Jerry's biggest concern is that he might lose custody of his beloved, 12-year-old son, Nathan (Tony Sinclair), to his ex-wife, Pam (Jessica Raaum), because he's behind on his child support payments and she's living with a more affluent man whom she might marry. Dave loves his wife, Georgie (Sheri Sanders), but he's withdrawn from her because of his depression. Harold hasn't told his wife, Vicki (Trisha Rapier), that he has lost his job, so she blithely continues to shop and spend. Malcolm has a part-time job as a guard at the shuttered steel mill, but he still lives with his invalid mother. Rehearsals don't go well, but over time the men improve their individual situations as they learn to work together, trust each other and communicate with those they love. Still, ticket sales lag until Jerry promises that they won't strip to just a G-string, as Keno does. Instead, they'll take it off, going for the full monty.
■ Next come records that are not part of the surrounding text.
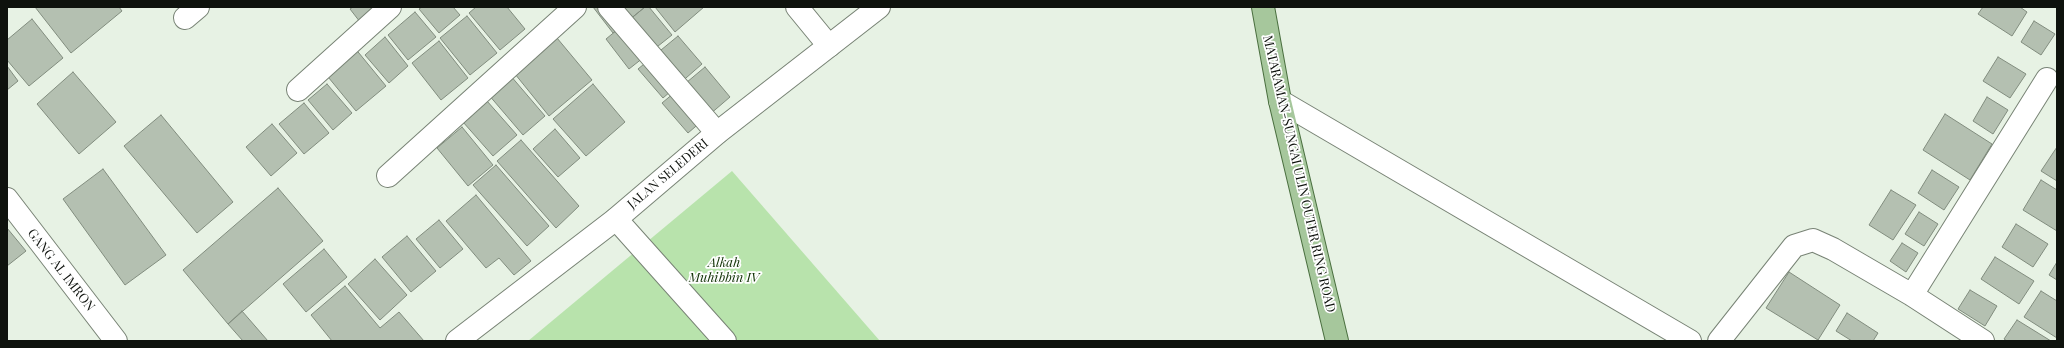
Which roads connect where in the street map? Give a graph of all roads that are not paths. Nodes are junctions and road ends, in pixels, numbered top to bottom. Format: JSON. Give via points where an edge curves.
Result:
{"nodes":[{"id":1,"x":390,"y":7,"type":"edge"},
{"id":2,"x":575,"y":7,"type":"edge"},
{"id":3,"x":609,"y":7,"type":"edge"},
{"id":4,"x":797,"y":7,"type":"edge"},
{"id":5,"x":879,"y":7,"type":"edge"},
{"id":6,"x":1263,"y":7,"type":"edge"},
{"id":7,"x":829,"y":46,"type":"junction"},
{"id":8,"x":2047,"y":79,"type":"dead end"},
{"id":9,"x":298,"y":90,"type":"dead end"},
{"id":10,"x":1280,"y":101,"type":"junction"},
{"id":11,"x":718,"y":133,"type":"junction"},
{"id":12,"x":388,"y":176,"type":"dead end"},
{"id":13,"x":7,"y":199,"type":"edge"},
{"id":14,"x":616,"y":218,"type":"junction"},
{"id":15,"x":1912,"y":295,"type":"junction"},
{"id":16,"x":112,"y":340,"type":"edge"},
{"id":17,"x":458,"y":341,"type":"edge"},
{"id":18,"x":725,"y":341,"type":"edge"},
{"id":19,"x":1337,"y":341,"type":"edge"},
{"id":20,"x":1690,"y":341,"type":"edge"},
{"id":21,"x":1719,"y":341,"type":"edge"},
{"id":22,"x":1983,"y":341,"type":"edge"}],
"edges":[{"from":1,"to":9,"type":"street"},
{"from":2,"to":12,"type":"street"},
{"from":3,"to":11,"type":"street"},
{"from":4,"to":7,"type":"street"},
{"from":5,"to":7,"type":"street","name":"JALAN SELEDERI"},
{"from":6,"to":10,"type":"main road","name":"MATARAMAN-SUNGAI ULIN OUTER RING ROAD"},
{"from":7,"to":11,"type":"street","name":"JALAN SELEDERI"},
{"from":8,"to":15,"type":"street"},
{"from":10,"to":19,"type":"main road","name":"MATARAMAN-SUNGAI ULIN OUTER RING ROAD"},
{"from":10,"to":20,"type":"street"},
{"from":11,"to":14,"type":"street","name":"JALAN SELEDERI"},
{"from":13,"to":16,"type":"street","name":"GANG AL IMRON"},
{"from":14,"to":17,"type":"street","name":"JALAN SELEDERI"},
{"from":14,"to":18,"type":"street"},
{"from":15,"to":21,"type":"street","via":[[1813,240],[1794,246]]},
{"from":15,"to":22,"type":"street"}]}
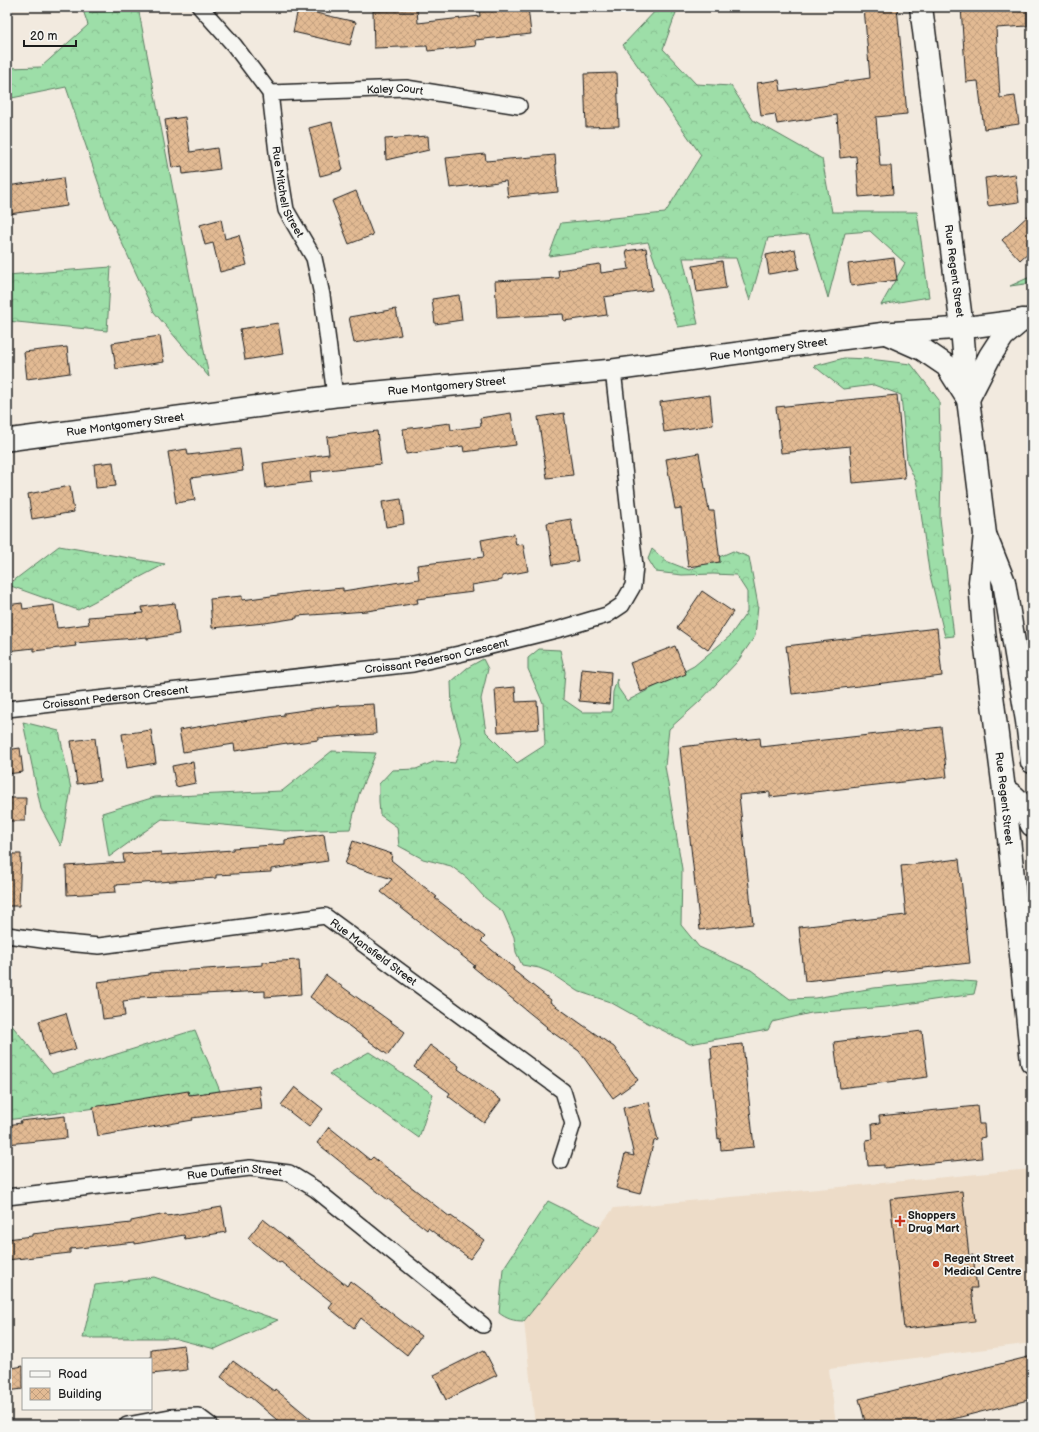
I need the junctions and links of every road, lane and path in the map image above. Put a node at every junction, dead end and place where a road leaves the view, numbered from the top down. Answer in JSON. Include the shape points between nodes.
{"nodes":[{"id":1,"x":200,"y":7,"type":"edge"},
{"id":2,"x":921,"y":7,"type":"edge"},
{"id":3,"x":270,"y":93,"type":"junction"},
{"id":4,"x":519,"y":106,"type":"dead end"},
{"id":5,"x":1027,"y":319,"type":"edge"},
{"id":6,"x":962,"y":328,"type":"junction"},
{"id":7,"x":886,"y":333,"type":"junction"},
{"id":8,"x":614,"y":370,"type":"junction"},
{"id":9,"x":335,"y":396,"type":"junction"},
{"id":10,"x":968,"y":399,"type":"junction"},
{"id":11,"x":7,"y":440,"type":"edge"},
{"id":12,"x":985,"y":534,"type":"junction"},
{"id":13,"x":7,"y":709,"type":"edge"},
{"id":14,"x":1032,"y":762,"type":"edge"},
{"id":15,"x":1004,"y":790,"type":"junction"},
{"id":16,"x":1032,"y":825,"type":"edge"},
{"id":17,"x":7,"y":935,"type":"edge"},
{"id":18,"x":1032,"y":1062,"type":"edge"},
{"id":19,"x":561,"y":1161,"type":"dead end"},
{"id":20,"x":7,"y":1197,"type":"edge"},
{"id":21,"x":483,"y":1325,"type":"dead end"},
{"id":22,"x":127,"y":1425,"type":"edge"},
{"id":23,"x":210,"y":1425,"type":"edge"}],
"edges":[{"from":1,"to":3,"type":"street","via":[[234,45]]},
{"from":2,"to":6,"type":"main road","name":"Rue Regent Street"},
{"from":3,"to":4,"type":"street","name":"Kaley Court","via":[[406,88]]},
{"from":3,"to":9,"type":"street","name":"Rue Mitchell Street","via":[[286,210],[314,258],[322,295]]},
{"from":5,"to":6,"type":"street","name":"Rue Montgomery Street"},
{"from":5,"to":10,"type":"main road","via":[[1003,336]]},
{"from":6,"to":7,"type":"street","name":"Rue Montgomery Street"},
{"from":6,"to":10,"type":"main road","name":"Rue Regent Street"},
{"from":7,"to":8,"type":"street","name":"Rue Montgomery Street"},
{"from":7,"to":10,"type":"main road","via":[[922,349],[947,366]]},
{"from":8,"to":9,"type":"street","name":"Rue Montgomery Street"},
{"from":8,"to":13,"type":"street","name":"Croissant Pederson Crescent","via":[[635,566],[633,586],[622,605],[607,615],[545,633],[414,664]]},
{"from":9,"to":11,"type":"street","name":"Rue Montgomery Street"},
{"from":10,"to":12,"type":"main road","name":"Rue Regent Street"},
{"from":12,"to":14,"type":"main road","name":"Rue Regent Street","via":[[1004,582]]},
{"from":12,"to":15,"type":"main road","name":"Rue Regent Street","via":[[980,582]]},
{"from":15,"to":16,"type":"main road","via":[[1012,794],[1024,807]]},
{"from":15,"to":18,"type":"main road","name":"Rue Regent Street"},
{"from":17,"to":19,"type":"street","name":"Rue Mansfield Street","via":[[99,946],[325,916],[563,1091],[573,1124]]},
{"from":20,"to":21,"type":"street","name":"Rue Dufferin Street","via":[[250,1168],[289,1172],[315,1189]]},
{"from":22,"to":23,"type":"street","via":[[198,1416]]}]}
Yazbek's songs arise naturally from the story. Perhaps the most memorable is "You Walk With Me," sung by Swadener's sweet-voiced Malcolm as he grieves at his mother's funeral, and then blending well with Leonard's Ethan as the two men hold hands in an expression of love. Overall, the cast -- directed by Stephen Bourneuf, who also choreographed the show -- is quite good. Newman is a believable Jerry, loving his son and supporting Dave. Leviton's Dave is a bundle of mixed emotions as he deals with his weight and his marriage. Vonder Haar has terrific comic timing as Jeanette. Young Sinclair is remarkably poised as Nathan. Overall, the men seem more multi-dimensional than the women perhaps because the younger ones initially seem so shallow as they giggle and scream over the male strippers.
Musical direction is by Barbara Day Turner. Scenic consultant Jean-François Revon, aided by lighting designer Derek Duarte, facilitates easy scene changes in a show that tends to be episodic. Cathleen Edwards' costumes seem appropriate to the characters, although some of the women's costumes reinforce the impression of shallowness.
Overall, though, it's a fun show with many amusing moments. It certainly was well received by the opening night audience.